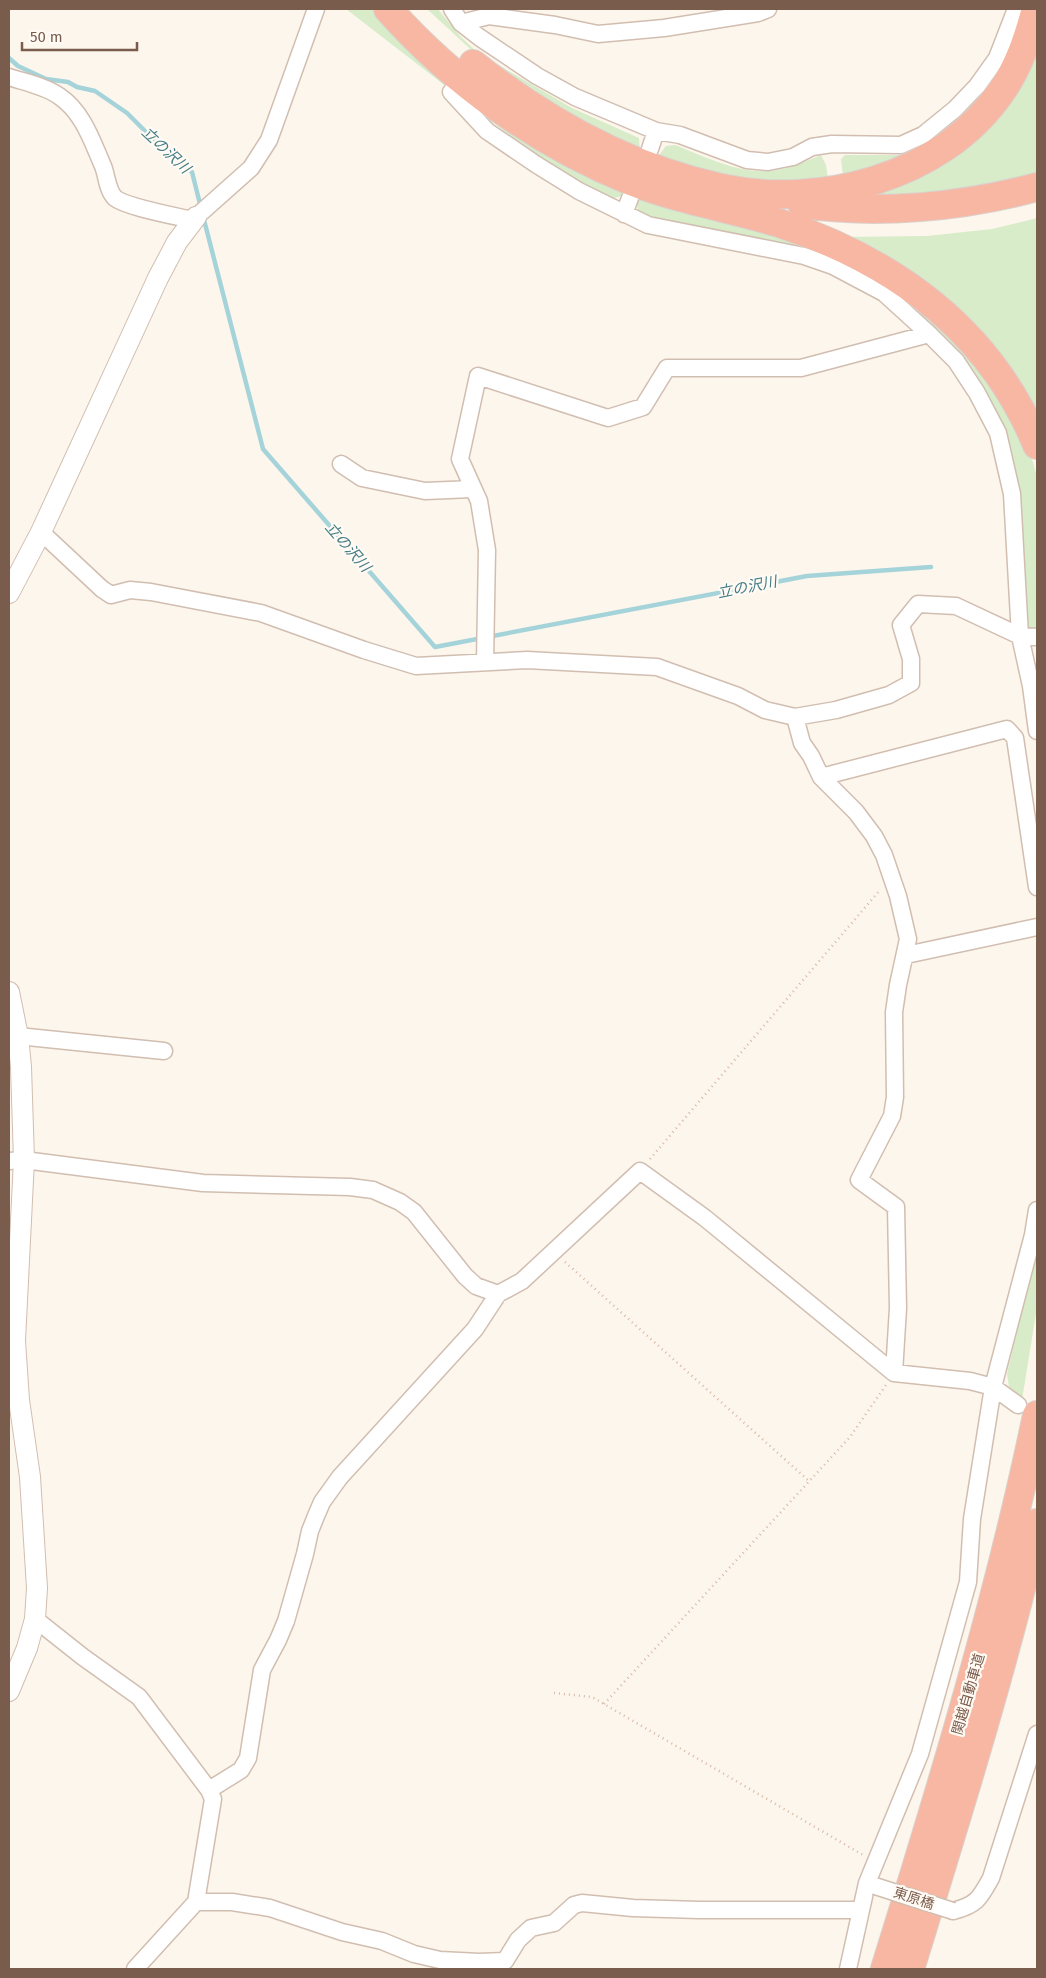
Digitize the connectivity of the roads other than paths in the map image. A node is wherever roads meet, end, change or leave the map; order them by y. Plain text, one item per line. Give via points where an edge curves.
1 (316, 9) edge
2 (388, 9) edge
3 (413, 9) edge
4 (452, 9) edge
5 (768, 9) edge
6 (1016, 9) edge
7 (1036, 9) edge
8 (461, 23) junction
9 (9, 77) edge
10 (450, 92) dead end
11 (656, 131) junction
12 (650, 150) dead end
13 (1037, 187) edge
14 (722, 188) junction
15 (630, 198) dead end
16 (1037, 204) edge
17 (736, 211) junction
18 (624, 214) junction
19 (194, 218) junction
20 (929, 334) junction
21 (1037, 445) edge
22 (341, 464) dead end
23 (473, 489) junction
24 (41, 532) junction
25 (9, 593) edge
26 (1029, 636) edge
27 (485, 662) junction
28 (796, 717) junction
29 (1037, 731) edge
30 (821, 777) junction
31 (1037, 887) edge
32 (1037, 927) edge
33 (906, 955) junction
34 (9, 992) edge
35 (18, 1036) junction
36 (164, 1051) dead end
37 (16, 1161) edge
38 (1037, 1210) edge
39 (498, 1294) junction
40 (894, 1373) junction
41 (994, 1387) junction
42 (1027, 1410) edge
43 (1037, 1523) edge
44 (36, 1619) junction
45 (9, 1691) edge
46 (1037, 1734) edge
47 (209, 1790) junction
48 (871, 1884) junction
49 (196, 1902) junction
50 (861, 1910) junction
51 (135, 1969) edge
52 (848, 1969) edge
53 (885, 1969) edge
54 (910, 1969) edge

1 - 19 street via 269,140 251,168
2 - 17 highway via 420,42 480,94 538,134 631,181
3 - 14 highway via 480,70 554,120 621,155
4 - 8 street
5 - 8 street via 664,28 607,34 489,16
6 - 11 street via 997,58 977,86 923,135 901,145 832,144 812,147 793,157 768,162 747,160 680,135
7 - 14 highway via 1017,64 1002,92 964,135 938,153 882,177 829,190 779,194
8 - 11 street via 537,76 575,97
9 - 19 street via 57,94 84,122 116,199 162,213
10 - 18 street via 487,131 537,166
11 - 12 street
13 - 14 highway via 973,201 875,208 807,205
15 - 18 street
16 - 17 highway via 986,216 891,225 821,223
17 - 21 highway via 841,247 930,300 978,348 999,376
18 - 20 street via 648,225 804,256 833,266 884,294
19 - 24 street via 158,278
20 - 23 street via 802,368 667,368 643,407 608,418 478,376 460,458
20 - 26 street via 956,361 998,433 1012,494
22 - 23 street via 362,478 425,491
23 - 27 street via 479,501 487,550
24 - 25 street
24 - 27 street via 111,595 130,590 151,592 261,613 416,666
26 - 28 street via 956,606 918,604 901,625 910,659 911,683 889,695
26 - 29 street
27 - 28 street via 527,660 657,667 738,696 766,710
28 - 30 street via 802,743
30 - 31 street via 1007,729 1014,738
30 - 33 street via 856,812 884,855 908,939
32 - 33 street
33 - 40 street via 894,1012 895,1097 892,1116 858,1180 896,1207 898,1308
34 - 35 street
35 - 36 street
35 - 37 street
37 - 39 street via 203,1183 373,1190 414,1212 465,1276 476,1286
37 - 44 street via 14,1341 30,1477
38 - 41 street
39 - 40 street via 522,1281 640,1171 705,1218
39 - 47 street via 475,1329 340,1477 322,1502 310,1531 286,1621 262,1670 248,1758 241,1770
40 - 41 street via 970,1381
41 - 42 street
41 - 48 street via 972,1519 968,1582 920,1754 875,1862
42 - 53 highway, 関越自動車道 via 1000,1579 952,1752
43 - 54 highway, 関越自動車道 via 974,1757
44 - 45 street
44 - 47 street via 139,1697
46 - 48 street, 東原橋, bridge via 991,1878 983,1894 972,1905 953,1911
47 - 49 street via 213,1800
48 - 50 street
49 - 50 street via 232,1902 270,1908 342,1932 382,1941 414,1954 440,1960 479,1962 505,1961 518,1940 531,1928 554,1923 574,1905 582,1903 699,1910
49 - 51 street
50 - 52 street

**WORK TO COMPLETE:** Pictures aside, retype the entries above exactly as they are.

**EXERCISE ANSWER:**
Digitize the connectivity of the roads other than paths in the map image. A node is wherever roads meet, end, change or leave the map; order them by y. Plain text, one item per line. Give via points where an edge curves.
1 (316, 9) edge
2 (388, 9) edge
3 (413, 9) edge
4 (452, 9) edge
5 (768, 9) edge
6 (1016, 9) edge
7 (1036, 9) edge
8 (461, 23) junction
9 (9, 77) edge
10 (450, 92) dead end
11 (656, 131) junction
12 (650, 150) dead end
13 (1037, 187) edge
14 (722, 188) junction
15 (630, 198) dead end
16 (1037, 204) edge
17 (736, 211) junction
18 (624, 214) junction
19 (194, 218) junction
20 (929, 334) junction
21 (1037, 445) edge
22 (341, 464) dead end
23 (473, 489) junction
24 (41, 532) junction
25 (9, 593) edge
26 (1029, 636) edge
27 (485, 662) junction
28 (796, 717) junction
29 (1037, 731) edge
30 (821, 777) junction
31 (1037, 887) edge
32 (1037, 927) edge
33 (906, 955) junction
34 (9, 992) edge
35 (18, 1036) junction
36 (164, 1051) dead end
37 (16, 1161) edge
38 (1037, 1210) edge
39 (498, 1294) junction
40 (894, 1373) junction
41 (994, 1387) junction
42 (1027, 1410) edge
43 (1037, 1523) edge
44 (36, 1619) junction
45 (9, 1691) edge
46 (1037, 1734) edge
47 (209, 1790) junction
48 (871, 1884) junction
49 (196, 1902) junction
50 (861, 1910) junction
51 (135, 1969) edge
52 (848, 1969) edge
53 (885, 1969) edge
54 (910, 1969) edge

1 - 19 street via 269,140 251,168
2 - 17 highway via 420,42 480,94 538,134 631,181
3 - 14 highway via 480,70 554,120 621,155
4 - 8 street
5 - 8 street via 664,28 607,34 489,16
6 - 11 street via 997,58 977,86 923,135 901,145 832,144 812,147 793,157 768,162 747,160 680,135
7 - 14 highway via 1017,64 1002,92 964,135 938,153 882,177 829,190 779,194
8 - 11 street via 537,76 575,97
9 - 19 street via 57,94 84,122 116,199 162,213
10 - 18 street via 487,131 537,166
11 - 12 street
13 - 14 highway via 973,201 875,208 807,205
15 - 18 street
16 - 17 highway via 986,216 891,225 821,223
17 - 21 highway via 841,247 930,300 978,348 999,376
18 - 20 street via 648,225 804,256 833,266 884,294
19 - 24 street via 158,278
20 - 23 street via 802,368 667,368 643,407 608,418 478,376 460,458
20 - 26 street via 956,361 998,433 1012,494
22 - 23 street via 362,478 425,491
23 - 27 street via 479,501 487,550
24 - 25 street
24 - 27 street via 111,595 130,590 151,592 261,613 416,666
26 - 28 street via 956,606 918,604 901,625 910,659 911,683 889,695
26 - 29 street
27 - 28 street via 527,660 657,667 738,696 766,710
28 - 30 street via 802,743
30 - 31 street via 1007,729 1014,738
30 - 33 street via 856,812 884,855 908,939
32 - 33 street
33 - 40 street via 894,1012 895,1097 892,1116 858,1180 896,1207 898,1308
34 - 35 street
35 - 36 street
35 - 37 street
37 - 39 street via 203,1183 373,1190 414,1212 465,1276 476,1286
37 - 44 street via 14,1341 30,1477
38 - 41 street
39 - 40 street via 522,1281 640,1171 705,1218
39 - 47 street via 475,1329 340,1477 322,1502 310,1531 286,1621 262,1670 248,1758 241,1770
40 - 41 street via 970,1381
41 - 42 street
41 - 48 street via 972,1519 968,1582 920,1754 875,1862
42 - 53 highway, 関越自動車道 via 1000,1579 952,1752
43 - 54 highway, 関越自動車道 via 974,1757
44 - 45 street
44 - 47 street via 139,1697
46 - 48 street, 東原橋, bridge via 991,1878 983,1894 972,1905 953,1911
47 - 49 street via 213,1800
48 - 50 street
49 - 50 street via 232,1902 270,1908 342,1932 382,1941 414,1954 440,1960 479,1962 505,1961 518,1940 531,1928 554,1923 574,1905 582,1903 699,1910
49 - 51 street
50 - 52 street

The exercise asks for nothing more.